◆ YOUR INSTRUCTIONS: What you give back must match the data exactly, minus the pictures.

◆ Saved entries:
+ + + + +
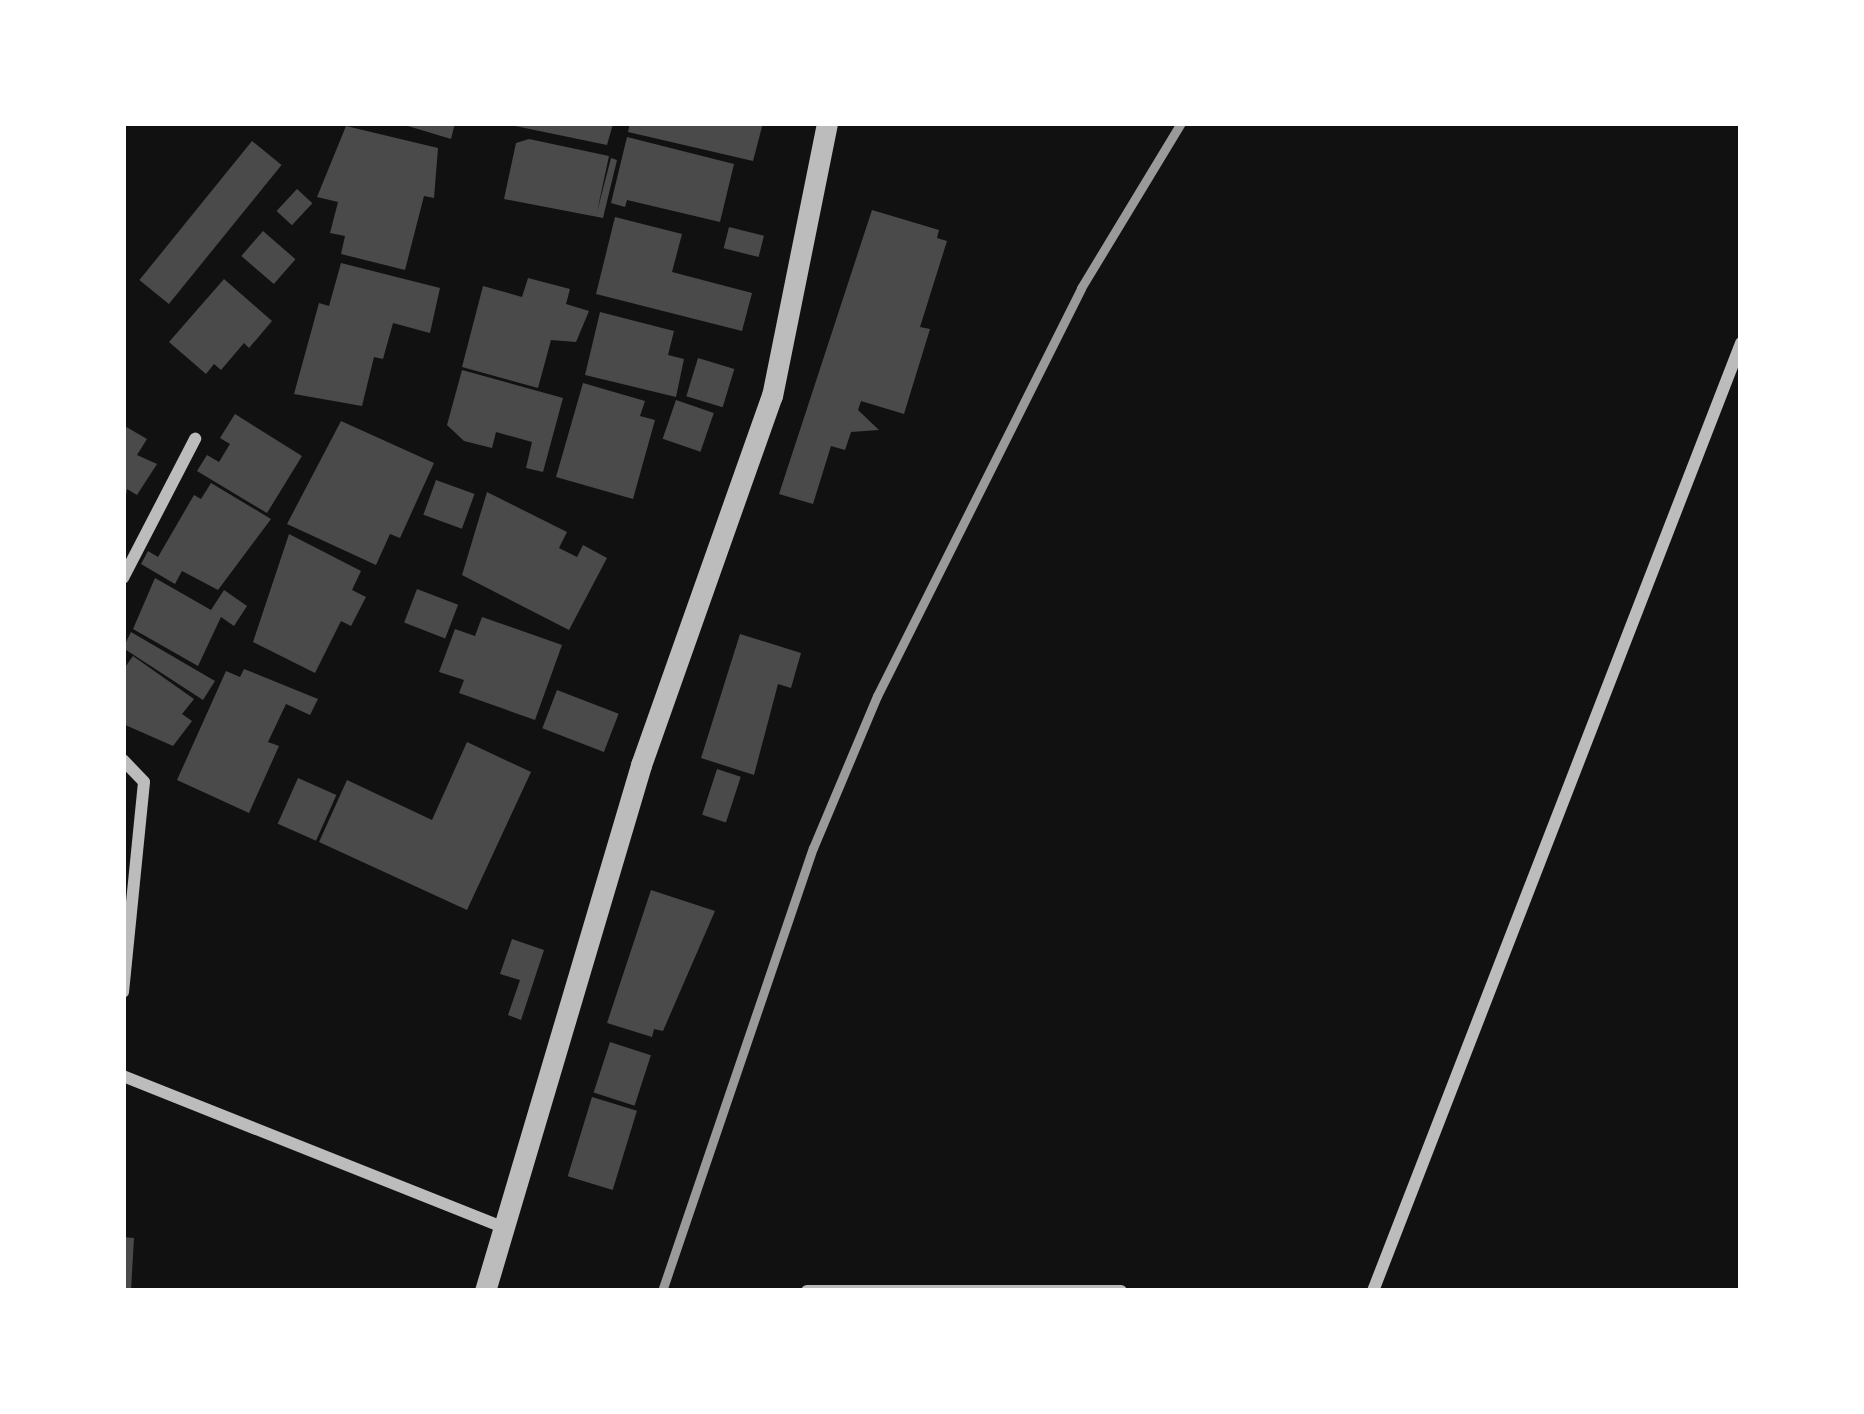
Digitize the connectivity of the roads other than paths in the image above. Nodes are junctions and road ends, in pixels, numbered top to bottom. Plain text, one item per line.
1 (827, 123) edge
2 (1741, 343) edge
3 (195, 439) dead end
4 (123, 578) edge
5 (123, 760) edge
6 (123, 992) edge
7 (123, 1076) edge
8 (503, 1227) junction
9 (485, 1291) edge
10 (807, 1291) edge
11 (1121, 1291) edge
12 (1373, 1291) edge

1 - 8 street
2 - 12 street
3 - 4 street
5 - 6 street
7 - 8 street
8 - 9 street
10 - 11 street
+ + + + +
◆ EXERCISE OUTPUT:
Digitize the connectivity of the roads other than paths in the image above. Nodes are junctions and road ends, in pixels, numbered top to bottom. Plain text, one item per line.
1 (827, 123) edge
2 (1741, 343) edge
3 (195, 439) dead end
4 (123, 578) edge
5 (123, 760) edge
6 (123, 992) edge
7 (123, 1076) edge
8 (503, 1227) junction
9 (485, 1291) edge
10 (807, 1291) edge
11 (1121, 1291) edge
12 (1373, 1291) edge

1 - 8 street
2 - 12 street
3 - 4 street
5 - 6 street
7 - 8 street
8 - 9 street
10 - 11 street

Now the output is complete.